More Stephen King adaptation news has surfaced. Warner Bros., which has a few of his works stuck in developmental hell for years, has hired Cary Fukunaga (Sin Nombre, Jane Eyre) to direct a new, two-part version of IT for the big screen. Which is good sign the studio understands that, as with any book well over a 1000 pages, it’s hard to translate that to screen without losing so much of its narrative. While ABC’s version of the novel 20 years ago was able to balance it pretty well (but let’s be honest, it was Tim Curry’s scene stealing performance as Pennywise the Clown that made that version shine), the scripts true horror aspects were toned down for TV. And I can venture the success of other two-part films -Harry Potter, Twilight and the upcoming The Hobbit- is making the studio bold enough to do it as two films. Fukunaga, by the way, will also co-write the script with Chase Palmer. No timeline for production or release date has been announced.
It looks like Marvel will hire two brothers known more for comedy -You, Me & Dupree and directing and executive producing the low-rated but cult followed NBC comedy Community- to helm Captain America 2, beating out two earlier contenders, George Nolfi (The Adjustment Bureau) and F. Gary Gray.
Universal is moving forward with a sequel to Snow White and the Huntsman, bring in David Koepp (Jurassic Park) to write the script, which will hopefully address the first films messy storyline, along with better dialogue and provide a payoff. Talks are also underway to bring back director Rupert Sanders. The sequel would most likely concentrate on the Huntsman character played by Chris Hemsworth, though Kristen Stewart does have options –like Hemsworth- for 2 more films.
Samuel A. Jackson and Abbie Cornish will be added to the Robocop remake, for director Jose Padilha.
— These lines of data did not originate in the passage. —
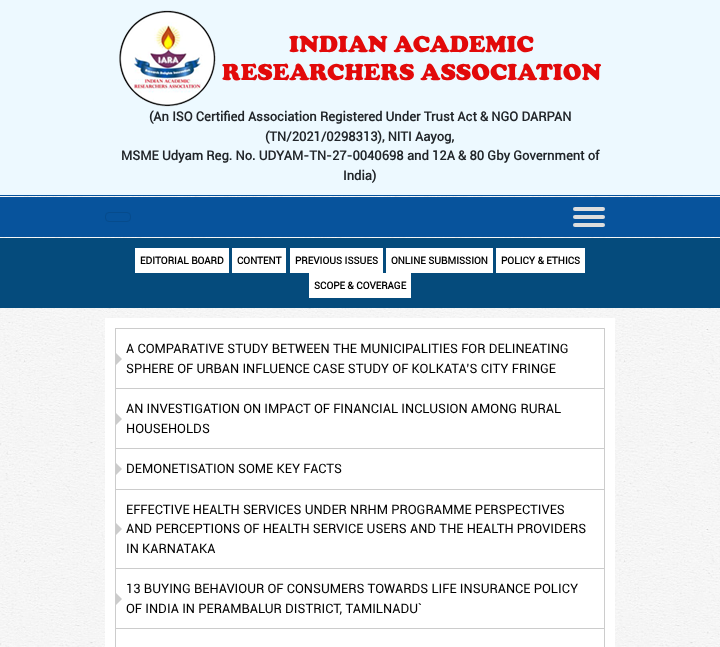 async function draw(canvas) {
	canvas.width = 720;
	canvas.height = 647;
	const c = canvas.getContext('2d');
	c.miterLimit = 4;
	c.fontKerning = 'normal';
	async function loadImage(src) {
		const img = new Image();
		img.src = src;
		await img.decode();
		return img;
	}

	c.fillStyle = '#fff';
	c.fillRect(0, 0, 720, 647);
	c.drawImage(await loadImage('img1.png'), 0, 196, 720, 451);
	c.fillStyle = '#edf9ff';
	c.fillRect(0, 0, 720, 195);
	c.fillStyle = '#07539c';
	c.fillRect(0, 195, 720, 1);
	c.drawImage(await loadImage('img2.png'), 119, 10, 97, 97);
	c.font = '900 24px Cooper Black';
	c.fillStyle = '#e20a0a';
	c.fillText('INDIAN ACADEMIC', 289, 52);
	c.fillText('RESEARCHERS ASSOCIATION', 222, 80);
	c.font = 'bold 13px Roboto';
	c.fillStyle = '#212529';
	for (const [text, x, y] of [
		['(An ISO Certified Association Registered Under Trust Act & NGO DARPAN', 149, 121],
		['(TN/2021/0298313), NITI Aayog,', 265, 141],
		['MSME Udyam Reg. No. UDYAM-TN-27-0040698 and 12A & 80 Gby Government of', 121, 160],
		['India)', 343, 180],
	]) {
		c.fillText(text, x, y);
	}
	c.fillStyle = '#07539c';
	c.fillRect(0, 197, 720, 40);
	c.beginPath();
	c.roundRect(105.5, 212.5, 25, 9, 3.5);
	c.strokeStyle = '#064b8c';
	c.stroke();
	c.fillStyle = '#ddd';
	c.beginPath();
	c.roundRect(573, 207, 32, 4, 2);
	c.fill();
	c.beginPath();
	c.roundRect(573, 215, 32, 4, 2);
	c.fill();
	c.beginPath();
	c.roundRect(573, 223, 32, 4, 2);
	c.fill();
	c.fillStyle = '#054b7c';
	c.fillRect(0, 238, 720, 70);
	c.fillStyle = '#fff';
	c.fillRect(135, 248, 94, 25);
	c.font = 'bold 10px Roboto';
	c.fillStyle = '#000';
	c.fillText('EDITORIAL BOARD', 140, 264);
	c.fillStyle = '#fff';
	c.fillRect(232, 248, 54, 25);
	c.fillStyle = '#000';
	c.fillText('CONTENT', 237, 264);
	c.fillStyle = '#fff';
	c.fillRect(290, 248, 93, 25);
	c.fillStyle = '#000';
	c.fillText('PREVIOUS ISSUES', 295, 264);
	c.fillStyle = '#fff';
	c.fillRect(386, 248, 107, 25);
	c.fillStyle = '#000';
	c.fillText('ONLINE SUBMISSION', 391, 264);
	c.fillStyle = '#fff';
	c.fillRect(496, 248, 89, 25);
	c.fillStyle = '#000';
	c.fillText('POLICY & ETHICS', 501, 264);
	c.fillStyle = '#fff';
	c.fillRect(309, 273, 102, 25);
	c.fillStyle = '#000';
	c.fillText('SCOPE & COVERAGE', 314, 289);
	c.fillStyle = '#fff';
	c.fillRect(105, 318, 510, 329);
	c.strokeStyle = '#ccc';
	c.strokeRect(115.5, 328.5, 489, 60);
	c.font = '13px Roboto';
	c.fillStyle = '#000';
	c.fillText('A COMPARATIVE STUDY BETWEEN THE MUNICIPALITIES FOR DELINEATING', 126, 353);
	c.fillStyle = '#ccc';
	c.beginPath();
	c.moveTo(116, 365);
	c.lineTo(116, 353);
	c.lineTo(122, 359);
	c.closePath();
	c.fill();
	c.fillStyle = '#000';
	c.fillText('SPHERE OF URBAN INFLUENCE CASE STUDY OF KOLKATA’S CITY FRINGE', 126, 373);
	c.strokeRect(115.5, 388.5, 489, 60);
	c.fillText('AN INVESTIGATION ON IMPACT OF FINANCIAL INCLUSION AMONG RURAL', 126, 413);
	c.fillStyle = '#ccc';
	c.beginPath();
	c.moveTo(116, 425);
	c.lineTo(116, 413);
	c.lineTo(122, 419);
	c.closePath();
	c.fill();
	c.fillStyle = '#000';
	c.fillText('HOUSEHOLDS', 126, 433);
	c.strokeRect(115.5, 448.5, 489, 41);
	c.fillStyle = '#ccc';
	c.beginPath();
	c.moveTo(116, 475);
	c.lineTo(116, 463);
	c.lineTo(122, 469);
	c.closePath();
	c.fill();
	c.fillStyle = '#000';
	c.fillText('DEMONETISATION SOME KEY FACTS', 126, 473);
	c.strokeRect(115.5, 489.5, 489, 79);
	c.fillText('EFFECTIVE HEALTH SERVICES UNDER NRHM PROGRAMME PERSPECTIVES', 126, 514);
	c.fillStyle = '#ccc';
	c.beginPath();
	c.moveTo(116, 535);
	c.lineTo(116, 523);
	c.lineTo(122, 529);
	c.closePath();
	c.fill();
	c.fillStyle = '#000';
	c.fillText('AND PERCEPTIONS OF HEALTH SERVICE USERS AND THE HEALTH PROVIDERS', 126, 533);
	c.fillText('IN KARNATAKA', 126, 553);
	c.strokeRect(115.5, 568.5, 489, 60);
	c.fillText('13 BUYING BEHAVIOUR OF CONSUMERS TOWARDS LIFE INSURANCE POLICY', 126, 593);
	c.fillStyle = '#ccc';
	c.beginPath();
	c.moveTo(116, 605);
	c.lineTo(116, 593);
	c.lineTo(122, 599);
	c.closePath();
	c.fill();
	c.fillStyle = '#000';
	c.fillText('OF INDIA IN PERAMBALUR DISTRICT, TAMILNADU`', 126, 613);
	c.strokeRect(115.5, 628.5, 489, 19);
}

draw(document.querySelector('canvas'));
The Killing star Joel Kinneman has already been cast the in the titular role, as well as Gary Oldman who’ll play the scientist who is responsible for creating the Robocop. Shooting begins in September.
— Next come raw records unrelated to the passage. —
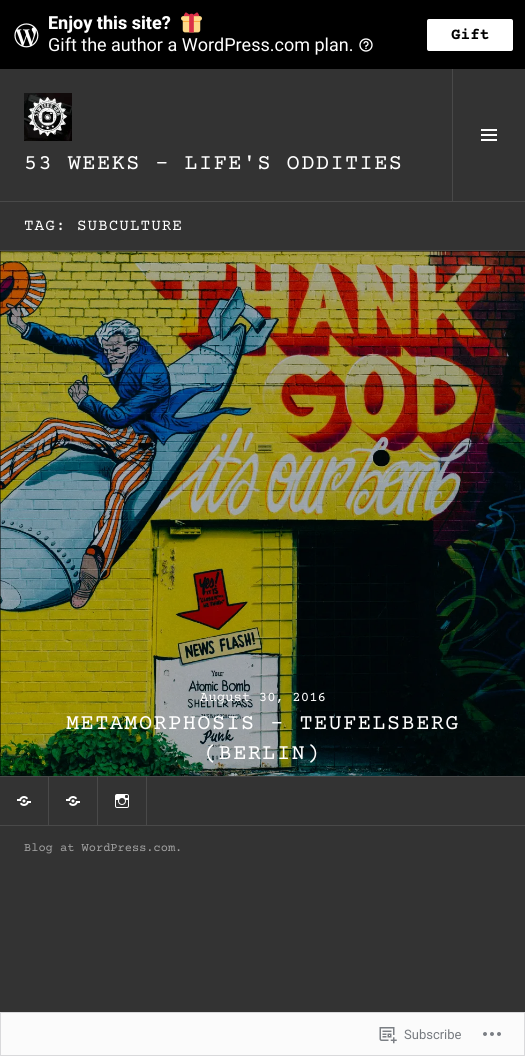 #include <cairo.h>
#include <math.h>
#include <stddef.h>


static void spaced_text(cairo_t *cr, double x, double y, const char *s, double letter, double word) {
    cairo_move_to(cr, x, y);
    while (*s) {
        char ch[5] = {0};
        int n = 0;
        do ch[n++] = *s++; while ((*s & 0xC0) == 0x80);
        cairo_show_text(cr, ch);
        cairo_rel_move_to(cr, letter + word * (*ch == ' '), 0);
    }
}

static void round_rect(cairo_t *cr, double x, double y, double w, double h, double r) {
    cairo_new_sub_path(cr);
    cairo_arc(cr, x + w - r, y + h - r, r, 0, M_PI / 2);
    cairo_arc(cr, x + r, y + h - r, r, M_PI / 2, M_PI);
    cairo_arc(cr, x + r, y + r, r, M_PI, 1.5 * M_PI);
    cairo_arc(cr, x + w - r, y + r, r, 1.5 * M_PI, 2 * M_PI);
    cairo_close_path(cr);
}

static void picture(cairo_t *cr, const char *path, double x, double y, double w, double h) {
    cairo_surface_t *image = cairo_image_surface_create_from_png(path);
    cairo_save(cr);
    cairo_set_source_surface(cr, image, x, y);
    cairo_rectangle(cr, x, y, w, h);
    cairo_fill(cr);
    cairo_restore(cr);
    cairo_surface_destroy(image);
}

int main(void) {
    cairo_surface_t *surface = cairo_image_surface_create(CAIRO_FORMAT_RGB24, 525, 1056);
    cairo_t *cr = cairo_create(surface);
    cairo_font_options_t *options = cairo_font_options_create();
    cairo_font_options_set_hint_metrics(options, CAIRO_HINT_METRICS_OFF);
    cairo_font_options_set_hint_style(options, CAIRO_HINT_STYLE_NONE);
    cairo_set_font_options(cr, options);
    cairo_set_miter_limit(cr, 4);
    cairo_set_source_rgb(cr, 0.2, 0.2, 0.2);
    cairo_paint(cr);
    cairo_set_source_rgb(cr, 0, 0, 0);
    cairo_rectangle(cr, 0, 0, 525, 69);
    cairo_fill(cr);
    picture(cr, "img1.png", 14, 23, 25, 25);
    cairo_select_font_face(cr, "Roboto ExtraBold", CAIRO_FONT_SLANT_NORMAL, CAIRO_FONT_WEIGHT_NORMAL);
    cairo_set_font_size(cr, 18);
    cairo_set_source_rgb(cr, 1, 1, 1);
    cairo_move_to(cr, 48, 29);
    cairo_show_text(cr, "Enjoy this site?");
    picture(cr, "img2.png", 181, 12, 21, 21);
    cairo_select_font_face(cr, "Roboto", CAIRO_FONT_SLANT_NORMAL, CAIRO_FONT_WEIGHT_NORMAL);
    cairo_move_to(cr, 48, 51);
    cairo_show_text(cr, "Gift the author a WordPress.com plan.");
    picture(cr, "img3.png", 359, 38, 14, 14);
    round_rect(cr, 427, 19, 86, 32, 2);
    cairo_fill(cr);
    cairo_select_font_face(cr, "Courier Prime", CAIRO_FONT_SLANT_NORMAL, CAIRO_FONT_WEIGHT_BOLD);
    cairo_set_font_size(cr, 16);
    cairo_set_source_rgb(cr, 0, 0, 0);
    cairo_move_to(cr, 451, 39);
    cairo_show_text(cr, "Gift");
    cairo_set_source_rgb(cr, 0.286, 0.286, 0.286);
    cairo_rectangle(cr, 0, 201, 525, 1);
    cairo_fill(cr);
    picture(cr, "img4.png", 24, 93, 48, 48);
    cairo_select_font_face(cr, "Courier Prime", CAIRO_FONT_SLANT_NORMAL, CAIRO_FONT_WEIGHT_NORMAL);
    cairo_set_font_size(cr, 22);
    cairo_set_source_rgb(cr, 1, 1, 1);
    spaced_text(cr, 24, 169, "53 WEEKS – LIFE'S ODDITIES", 1.4, 0);
    cairo_set_source_rgb(cr, 0.286, 0.286, 0.286);
    cairo_rectangle(cr, 452, 69, 1, 132);
    cairo_fill(cr);
    picture(cr, "img5.png", 481, 129, 16, 12);
    cairo_rectangle(cr, 0, 250, 525, 1);
    cairo_fill(cr);
    cairo_set_font_size(cr, 16);
    cairo_set_source_rgb(cr, 1, 1, 1);
    spaced_text(cr, 24, 230, "TAG: SUBCULTURE", 1, 0);
    cairo_set_source_rgb(cr, 0, 0, 0);
    cairo_rectangle(cr, 0, 251, 525, 525);
    cairo_fill(cr);
    picture(cr, "img6.png", 0, 251, 525, 525);
    cairo_set_font_size(cr, 14);
    cairo_set_source_rgb(cr, 1, 1, 1);
    cairo_move_to(cr, 200, 701);
    cairo_show_text(cr, "August 30, 2016");
    cairo_set_font_size(cr, 22);
    spaced_text(cr, 66, 729, "METAMORPHOSIS – TEUFELSBERG", 1.4, 0);
    spaced_text(cr, 204, 759, "(BERLIN)", 1.4, 0);
    cairo_set_source_rgb(cr, 0.286, 0.286, 0.286);
    cairo_rectangle(cr, 0, 776, 525, 1);
    cairo_fill(cr);
    picture(cr, "img7.png", 17, 796, 14, 10);
    cairo_save(cr);
    cairo_rectangle(cr, 0, 777, 525, 96);
    cairo_clip(cr);
    cairo_rectangle(cr, 48.5, 776.5, 49, 49);
    cairo_set_line_width(cr, 1);
    cairo_stroke(cr);
    cairo_restore(cr);
    picture(cr, "img7.png", 66, 796, 14, 10);
    cairo_save(cr);
    cairo_rectangle(cr, 0, 777, 525, 96);
    cairo_clip(cr);
    cairo_rectangle(cr, 97.5, 776.5, 49, 49);
    cairo_set_line_width(cr, 1);
    cairo_stroke(cr);
    cairo_restore(cr);
    picture(cr, "img8.png", 115, 794, 14, 14);
    cairo_rectangle(cr, 0, 825, 525, 1);
    cairo_fill(cr);
    cairo_set_font_size(cr, 12);
    cairo_set_source_rgb(cr, 0.639, 0.639, 0.639);
    cairo_move_to(cr, 24, 851);
    cairo_show_text(cr, "Blog at WordPress.com.");
    cairo_set_source_rgb(cr, 0.984, 0.984, 0.984);
    cairo_rectangle(cr, 0.5, 1012.5, 524, 43);
    cairo_fill_preserve(cr);
    cairo_set_source_rgb(cr, 0.851, 0.851, 0.859);
    cairo_set_line_width(cr, 1);
    cairo_stroke(cr);
    picture(cr, "img9.png", 379, 1027, 18, 17);
    cairo_select_font_face(cr, "Roboto", CAIRO_FONT_SLANT_NORMAL, CAIRO_FONT_WEIGHT_NORMAL);
    cairo_set_font_size(cr, 13);
    cairo_set_source_rgb(cr, 0.467, 0.482, 0.502);
    cairo_move_to(cr, 404, 1039);
    cairo_show_text(cr, "Subscribe");
    picture(cr, "img10.png", 483, 1032, 18, 4);
    cairo_surface_write_to_png(surface, "page.png");
    cairo_font_options_destroy(options);
    cairo_destroy(cr);
    cairo_surface_destroy(surface);
    return 0;
}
With more than a year away from the Untitled Star Trek Sequel™, writer Damon Lindleof –doing press for Prometheus- says they’re already discussing a third film in the rebooted franchise. Well, sort of: “It would be very hard to not be involved in Trek moving forward,” he told the TrekMovie site. “We certainly don’t feel that a third movie is a foregone conclusion. Hopefully the second movie turns out well and we are really happy about everything so far. So three movies, again not to do everything that Christopher Nolan does, but if you do it right it’s a good model. But that idea, whether you want to call it a trilogy or not, although I reserve the right to when we are talking four years from now to say ‘this is the third movie in our trilogy,’ but it does feel that three movies is the right responsibility for us to have the baton for before we then pass it off to the people who are take Trek to wherever they want to take it. So if this movie turns out well, would I be writing on the third movie? Who knows? But, we did talk a lot in the writing of this movie and during production about what the next movie might be and started getting excited about some of the ideas, so it would be hard to say no to that.”